A second marriage can open doors to a fresh start, but it can also create estate-planning challenges that you should tackle before walking down the aisle.
The number of second marriages in the U.S. has nearly doubled in the last three decades to 42 million adults, according to Pew Research Center. Marriage do-overs often stir estate planning challenges for blended families that should be addressed early on.
"Memories fade and intentions change,” warns Derek Hamilton, a partner at Elser Financial Planning, Inc., an Indianapolis-based, fee-only financial planning firm. Planning ahead and looking at tough questions before saying “I do” can save hurt feelings and financial vulnerability down the road.
Grab the reins and get your estate plan in place. If you don't have one, state law will decide for you, and the results may be very different from what you intended. Laws vary from state to state, with different amounts directed to spouses and children.
Create a plan and be clear about who gets what, even if you don’t have a lot.
If your plan is to simply leave all your assets to your spouse outright, thinking that he or she will “do the right thing” for your children, think again, because you may have created an impossible situation. “If you want your kids to have something, make it so in your estate plan," Hamilton says.
"If you really want your son to have that classic Mustang, don't just say it, put it in your will. Many times I've heard, 'Dad wanted me to have this,' but Dad didn't write it in the will. Things can get ugly fast in a blended family," he says.
Fair and equal are not, well, equal concepts. "Aim for what is fair, which may not be an equal distribution,” Hamilton says. “If you combined your family with your spouse's later in life, treating all your children equally could be grossly unfair."
Couples in a second marriage with blended families can turn to trusts to distribute to the surviving spouse and your children as you intended. The trust can also be set up to distribute to children and even grandchildren after both spouses are gone.
But be careful about whom you choose to be the trustee. "This can be a recipe for constant strife and even litigation,” Hamilton cautions. “Consider instead selecting a bank or trust company to be the trustee. The price of a neutral professional can be well worth maintaining the family peace."
Beneficiary designations can get lost in the shuffle of remarriage, and if not handled, could turn out to be a secret disaster in the making. A large portion of a couple's assets may transfer through beneficiary designations on life insurance, IRAs, and other retirement accounts, in addition to jointly titled assets, which could include a residence and bank and brokerage accounts. Hamilton calls this the “hidden estate plan.”

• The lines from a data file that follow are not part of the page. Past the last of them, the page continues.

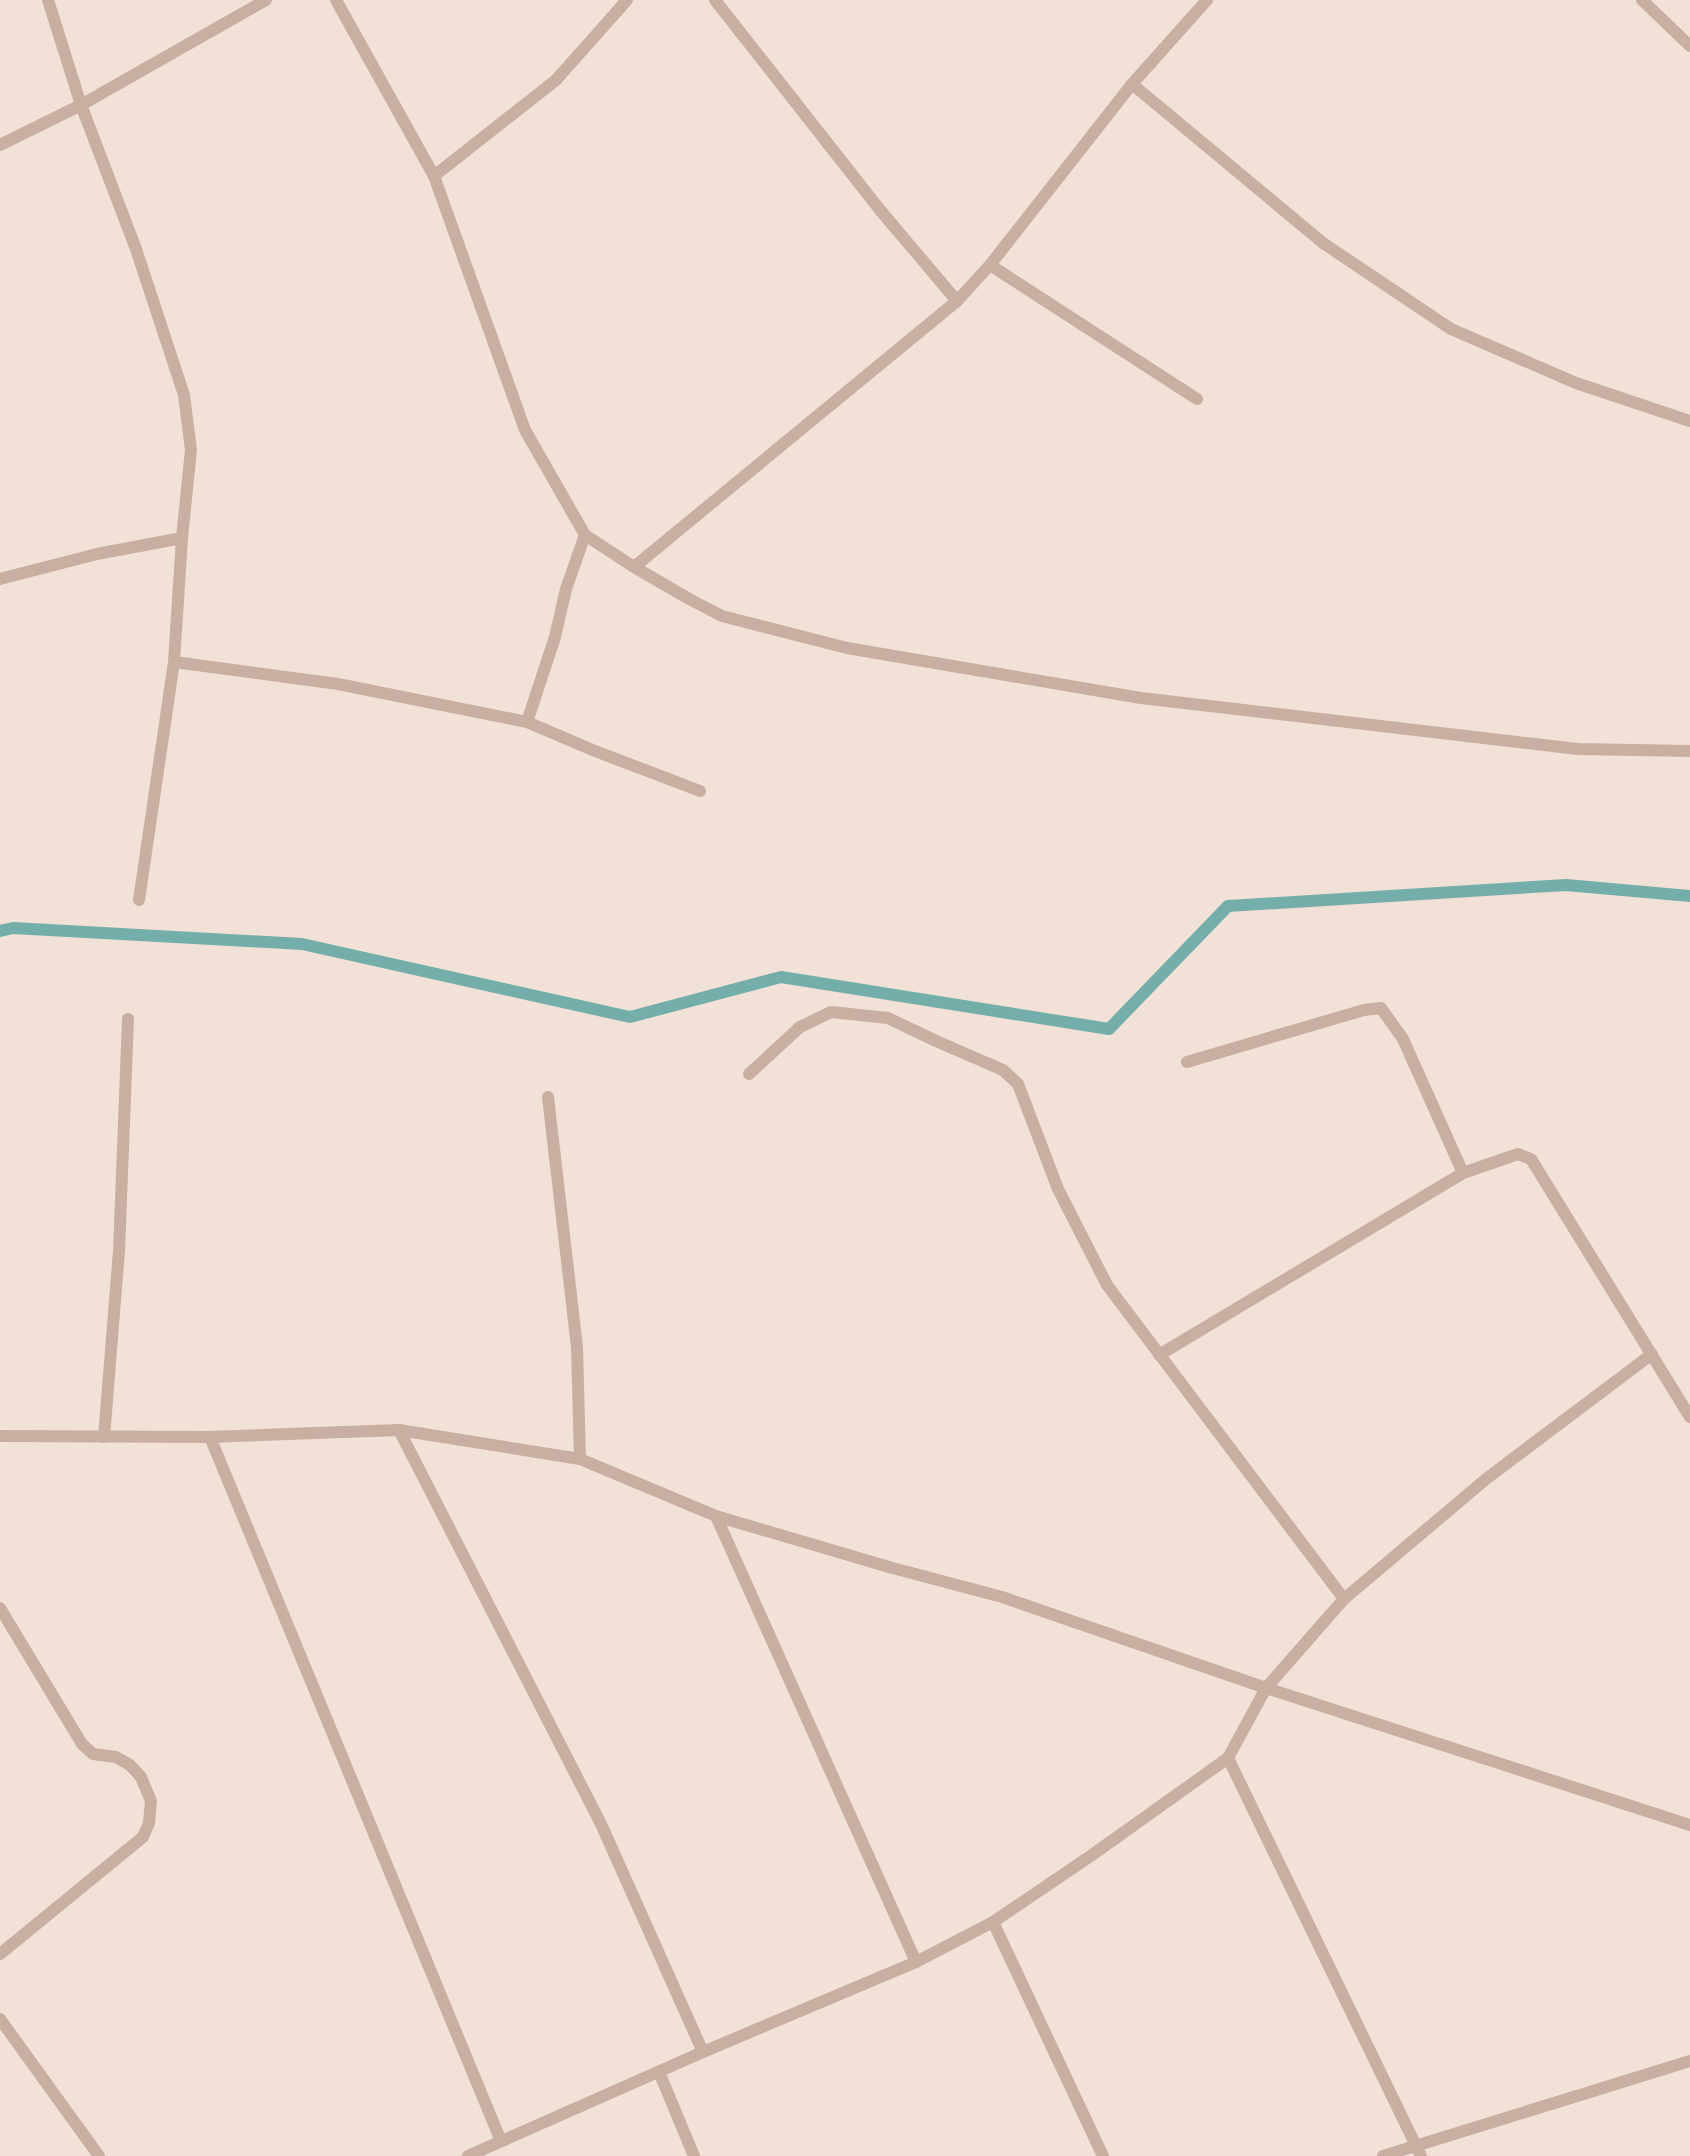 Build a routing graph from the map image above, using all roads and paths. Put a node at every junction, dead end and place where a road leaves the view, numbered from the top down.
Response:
1 (48, 0) edge
2 (266, 0) edge
3 (336, 0) edge
4 (627, 0) edge
5 (715, 0) edge
6 (1208, 0) edge
7 (1642, 0) edge
8 (1690, 46) edge
9 (1132, 84) junction
10 (81, 105) junction
11 (0, 146) edge
12 (434, 176) junction
13 (990, 265) junction
14 (957, 300) junction
15 (1198, 399) dead end
16 (1690, 421) edge
17 (585, 535) junction
18 (182, 538) junction
19 (634, 567) junction
20 (0, 579) edge
21 (174, 662) junction
22 (527, 722) junction
23 (1690, 751) edge
24 (700, 790) dead end
25 (139, 900) dead end
26 (128, 1019) dead end
27 (1187, 1062) dead end
28 (749, 1074) dead end
29 (548, 1097) dead end
30 (1463, 1173) junction
31 (1652, 1354) junction
32 (1159, 1355) junction
33 (1690, 1417) edge
34 (399, 1430) junction
35 (0, 1436) edge
36 (104, 1437) junction
37 (210, 1437) junction
38 (580, 1458) junction
39 (716, 1516) junction
40 (1344, 1599) junction
41 (0, 1608) edge
42 (1266, 1688) junction
43 (1228, 1758) junction
44 (1690, 1825) edge
45 (993, 1922) junction
46 (0, 1954) edge
47 (916, 1962) junction
48 (0, 2019) edge
49 (703, 2052) junction
50 (1690, 2061) edge
51 (659, 2072) junction
52 (501, 2141) junction
53 (1419, 2151) edge
54 (99, 2156) edge
55 (468, 2156) edge
56 (694, 2156) edge
57 (1103, 2156) edge
58 (1383, 2156) edge

1 - 10 street
2 - 10 street
3 - 12 street
4 - 12 street
5 - 14 street
6 - 9 street
7 - 8 street
9 - 13 street
9 - 16 street
10 - 11 street
10 - 18 street
12 - 17 street
13 - 14 street
13 - 15 street
14 - 19 street
17 - 19 street
17 - 22 street
18 - 20 street
18 - 21 street
19 - 23 street
21 - 22 street
21 - 25 street
22 - 24 street
26 - 36 street
27 - 30 street
28 - 32 street
29 - 38 street
30 - 31 street
30 - 32 street
31 - 33 street
31 - 40 street
32 - 40 street
34 - 37 street
34 - 38 street
34 - 49 street
35 - 36 street
36 - 37 street
37 - 52 street
38 - 39 street
39 - 42 street
39 - 47 street
40 - 42 street
41 - 46 street
42 - 43 street
42 - 44 street
43 - 45 street
43 - 53 street
45 - 47 street
45 - 57 street
47 - 49 street
48 - 54 street
49 - 51 street
50 - 53 street
51 - 52 street
51 - 56 street
52 - 55 street
53 - 58 street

“Make sure it fits with your actual estate plan," he says.
Be aware of the “spousal elective share” that’s on the books in many states. "Unless your spouse waived it in a valid pre- or post-nuptial agreement, he or she may have the right to receive one-third to one-half of your estate, depending on the state,” Hamilton says. If your plan is for your spouse to receive less than that, get an attorney involved.
Your estate plan is your legacy and should be treated with care. Take the time now to create a plan that will distribute your assets in the way you intend.